A greatly misunderstood area of data privacy is the “data” portion of the term. Many people assume that I am personally against data use, simply because I work on privacy issues. But remember: data is not just a point of risk in privacy, it is also a crucial basis of making decisions informed by a demonstrable and provable basis in fact. So, it is necessary to use data without allowing improper collection, handling, and use of the data to harm groups, institutions, and individuals.
To this point, the discussion in the Intel draft regarding AI is essential. The draft, in a nutshell, has a provision that prevents “..the use or application of outputs from machine learning, algorithms, predictive analytics or similar analysis that would violate any state or federal law or regulation to wrongly discriminate against individuals or facilitate such discrimination, or deny any individual the exercise of any Constitutionally-protected right or privilege.”
This is extremely helpful, and I support this language strongly. There is a place here for one addition that will assist in data management, or better, knowledge governance, in the long term. That is, I would like to see language about white box analytics. This is almost never discussed by privacy experts. White box analytics is about using de-identified data to accomplish data goals. Data should, when practicable, be robustly de-identified at the source, so that data comprising the basis of important statistical research is gathered, but can genuinely not be harmful to data subjects. With white box approaches, using raw data for analysis is not necessary. Much, but not all, of the privacy harm associated with data use stems from analysis using raw data. Nevertheless, reducing the spread and use of raw data for analytics is an important aspect of a more evolved data use policy.

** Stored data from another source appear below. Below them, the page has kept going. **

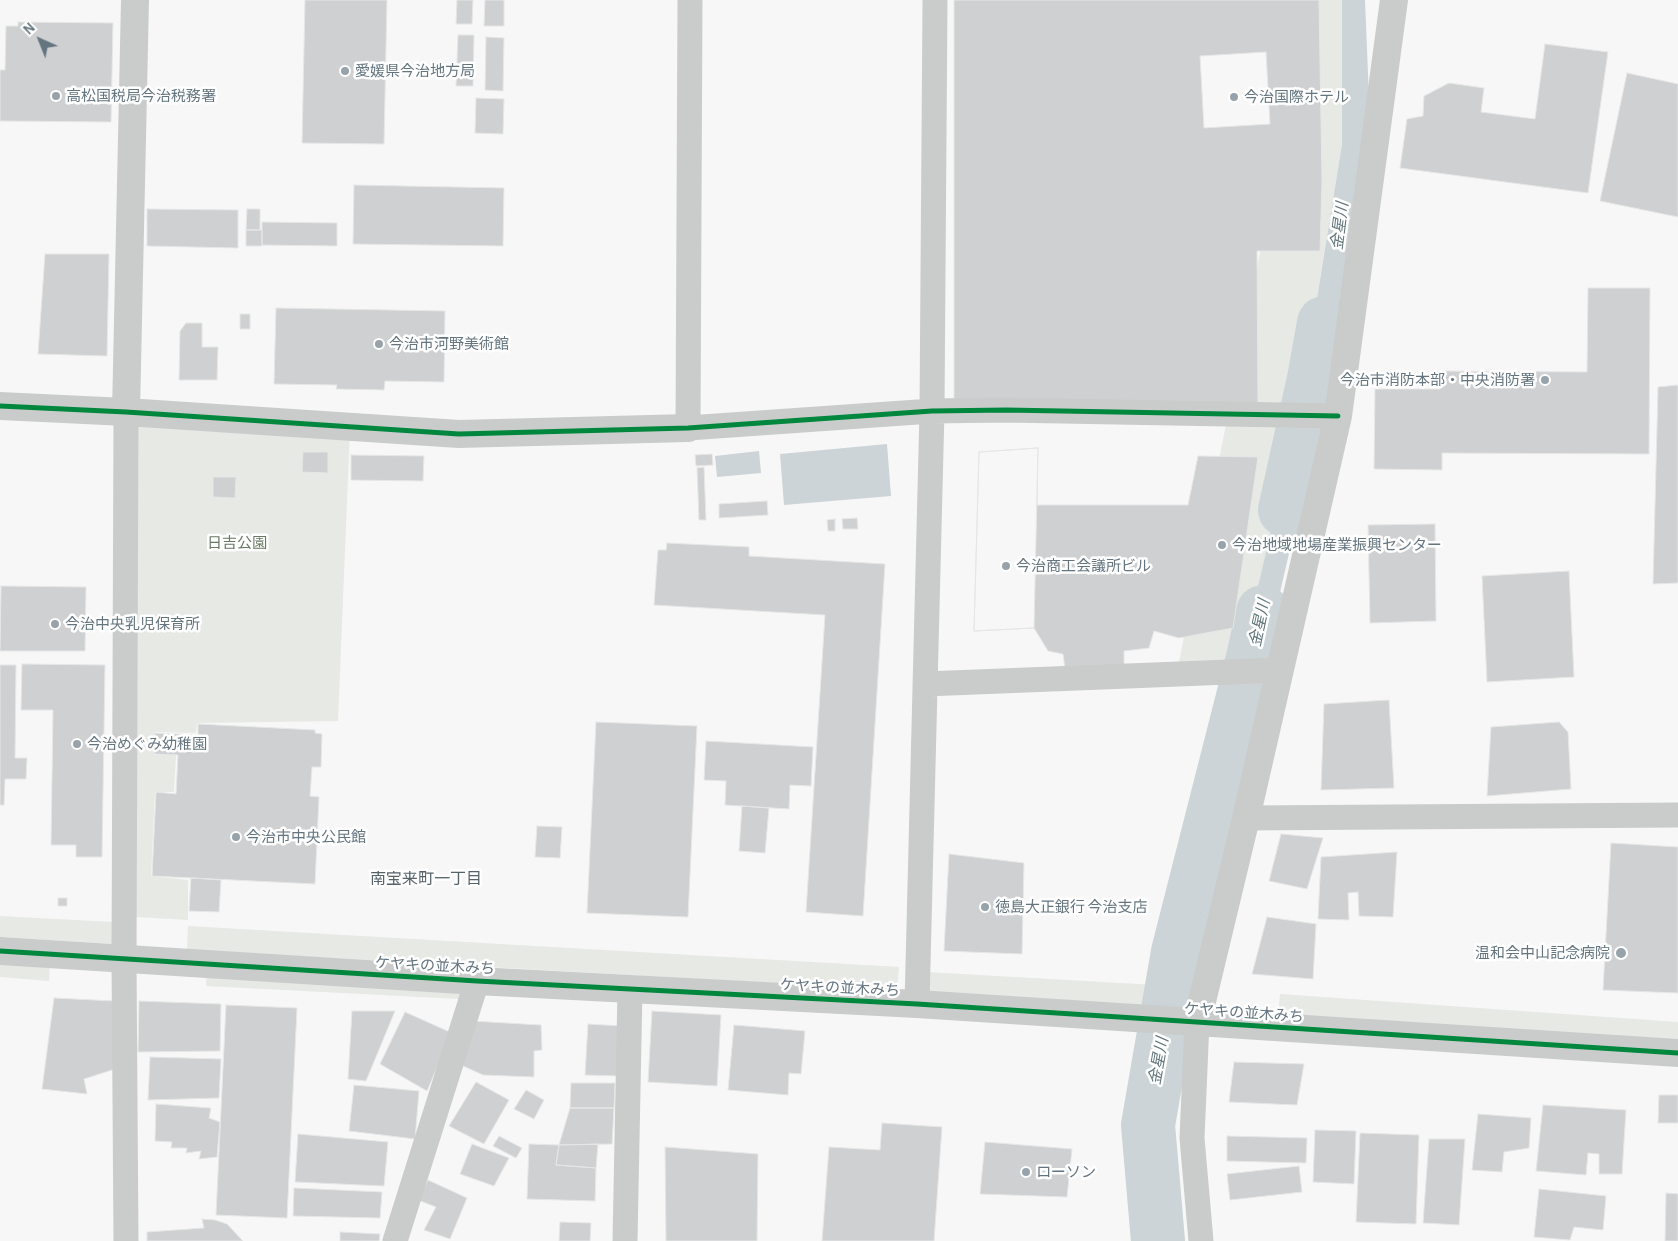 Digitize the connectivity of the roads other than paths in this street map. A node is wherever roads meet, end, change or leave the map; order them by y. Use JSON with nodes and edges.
{"nodes":[{"id":1,"x":136,"y":0,"type":"edge"},
{"id":2,"x":690,"y":0,"type":"edge"},
{"id":3,"x":935,"y":0,"type":"edge"},
{"id":4,"x":1394,"y":0,"type":"edge"},
{"id":5,"x":0,"y":406,"type":"edge"},
{"id":6,"x":932,"y":411,"type":"junction"},
{"id":7,"x":126,"y":412,"type":"junction"},
{"id":8,"x":1338,"y":416,"type":"junction"},
{"id":9,"x":688,"y":428,"type":"junction"},
{"id":10,"x":1280,"y":670,"type":"junction"},
{"id":11,"x":925,"y":684,"type":"junction"},
{"id":12,"x":1678,"y":815,"type":"edge"},
{"id":13,"x":1246,"y":818,"type":"junction"},
{"id":14,"x":0,"y":951,"type":"edge"},
{"id":15,"x":124,"y":960,"type":"junction"},
{"id":16,"x":477,"y":981,"type":"junction"},
{"id":17,"x":630,"y":989,"type":"junction"},
{"id":18,"x":917,"y":1004,"type":"junction"},
{"id":19,"x":1197,"y":1022,"type":"junction"},
{"id":20,"x":1678,"y":1053,"type":"edge"},
{"id":21,"x":126,"y":1241,"type":"edge"},
{"id":22,"x":395,"y":1241,"type":"edge"},
{"id":23,"x":625,"y":1241,"type":"edge"},
{"id":24,"x":1200,"y":1241,"type":"edge"}],
"edges":[{"from":1,"to":7,"type":"street"},
{"from":2,"to":9,"type":"street"},
{"from":3,"to":6,"type":"street"},
{"from":4,"to":8,"type":"street"},
{"from":5,"to":7,"type":"street"},
{"from":6,"to":8,"type":"street"},
{"from":6,"to":9,"type":"street"},
{"from":6,"to":11,"type":"street"},
{"from":7,"to":9,"type":"street"},
{"from":7,"to":15,"type":"street"},
{"from":8,"to":10,"type":"street"},
{"from":10,"to":11,"type":"street"},
{"from":10,"to":13,"type":"street"},
{"from":11,"to":18,"type":"street"},
{"from":12,"to":13,"type":"street"},
{"from":13,"to":19,"type":"street"},
{"from":14,"to":15,"type":"street","name":"ケヤキの並木みち"},
{"from":15,"to":16,"type":"street","name":"ケヤキの並木みち"},
{"from":15,"to":21,"type":"street"},
{"from":16,"to":17,"type":"street","name":"ケヤキの並木みち"},
{"from":16,"to":22,"type":"street"},
{"from":17,"to":18,"type":"street","name":"ケヤキの並木みち"},
{"from":17,"to":23,"type":"street"},
{"from":18,"to":19,"type":"street","name":"ケヤキの並木みち"},
{"from":19,"to":20,"type":"street","name":"ケヤキの並木みち"},
{"from":19,"to":24,"type":"street"}]} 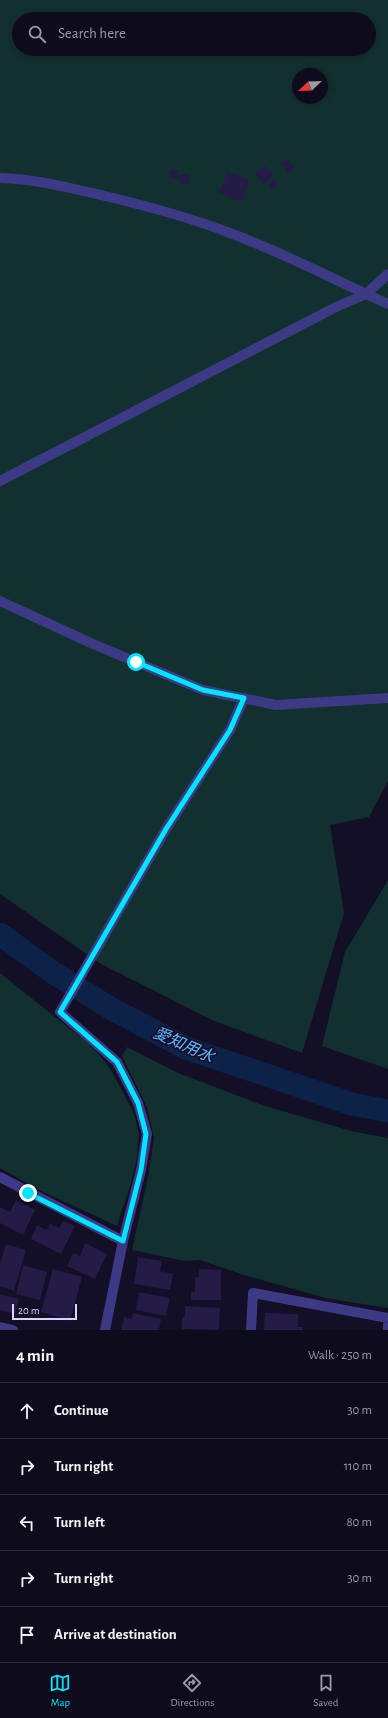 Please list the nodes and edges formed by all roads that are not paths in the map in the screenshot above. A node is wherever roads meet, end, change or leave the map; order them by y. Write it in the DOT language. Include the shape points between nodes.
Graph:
graph roads {
  1 [pos="0,178"];
  2 [pos="388,274"];
  3 [pos="366,294"];
  4 [pos="388,304"];
  5 [pos="0,481"];
  6 [pos="0,601"];
  7 [pos="244,698"];
  8 [pos="388,698"];
  9 [pos="0,1177"];
  10 [pos="123,1241"];
  11 [pos="388,1320"];
  12 [pos="0,1327"];
  13 [pos="13,1330"];
  14 [pos="105,1330"];
  15 [pos="251,1330"];
  16 [pos="388,1330"];
  1 -- 3 [label="street" via="22,178 68,187 158,209 230,233 326,273"];
  2 -- 3 [label="street"];
  3 -- 4 [label="street"];
  3 -- 5 [label="street"];
  6 -- 7 [label="street" via="93,644 203,690"];
  7 -- 8 [label="street" via="276,705"];
  7 -- 10 [label="street" via="230,730 166,829 60,1012 117,1062 138,1103 146,1134 141,1170"];
  9 -- 10 [label="street"];
  10 -- 14 [label="street"];
  11 -- 15 [label="street" via="253,1292"];
  11 -- 16 [label="street"];
  12 -- 13 [label="street"];
} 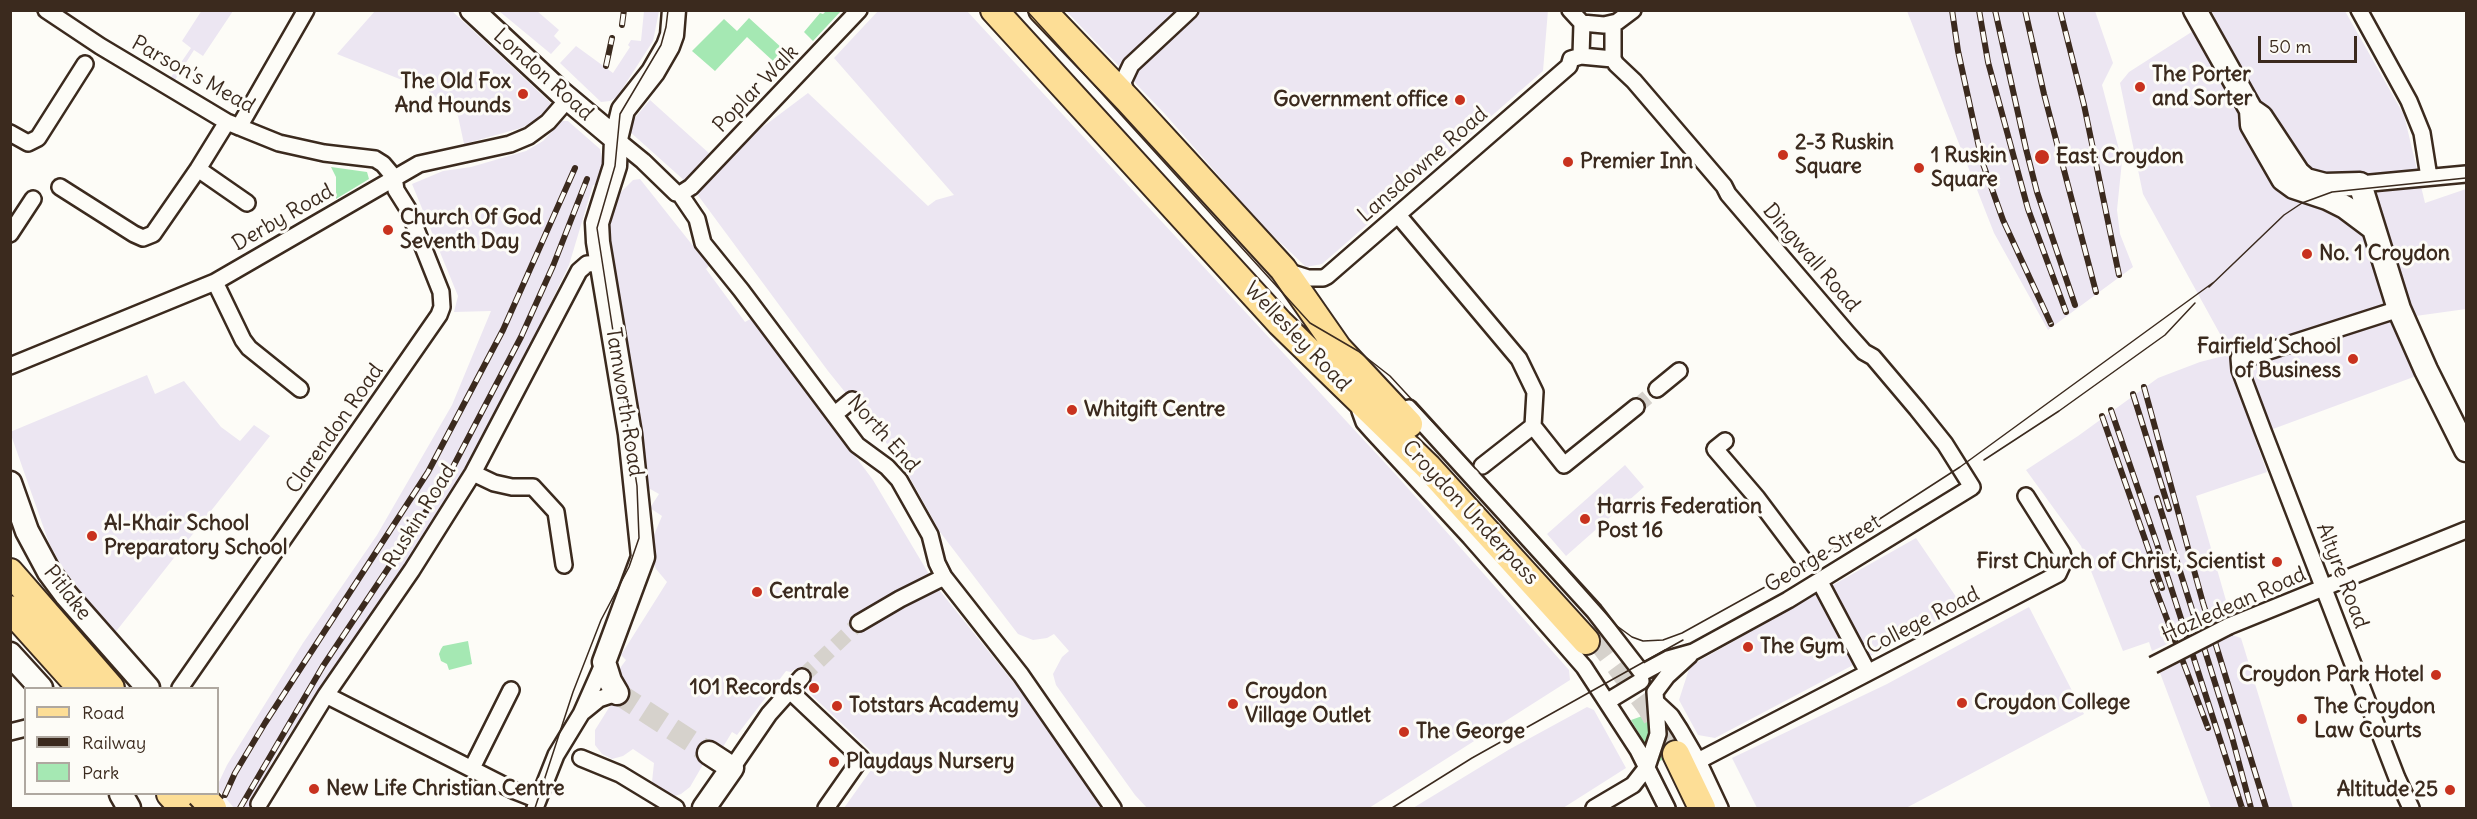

White box analytical techniques are already being used widely in the financial sector to determine “KYC” or know your customer information using only de-identified data. This model is going to be key to apply across knowledge domains. As a precise example, companies such as ThreatMetrix conduct financial sector KYC analysis using only hashed personal data in a white box machine learning model — this is a best practice. The company does not work with the raw data, therefore it does not know the private details of each individual, but the analysis will tell them the probability of the individual being a “known” individual. KYC duties are fulfilled, and privacy and safety are preserved. There is still a need to prevent improper use of the analytic results, which the proposed bill language discusses.
Data use that is safe for data subjects, both individually and in groups, throughout the data lifecycle is the pathway forward. The proposed analytics language is already very good here, but with additions regarding data de-identification and standards for analytics using hashed data, then progress will be better than just acceptable, it will be beneficial, and all parties get a win.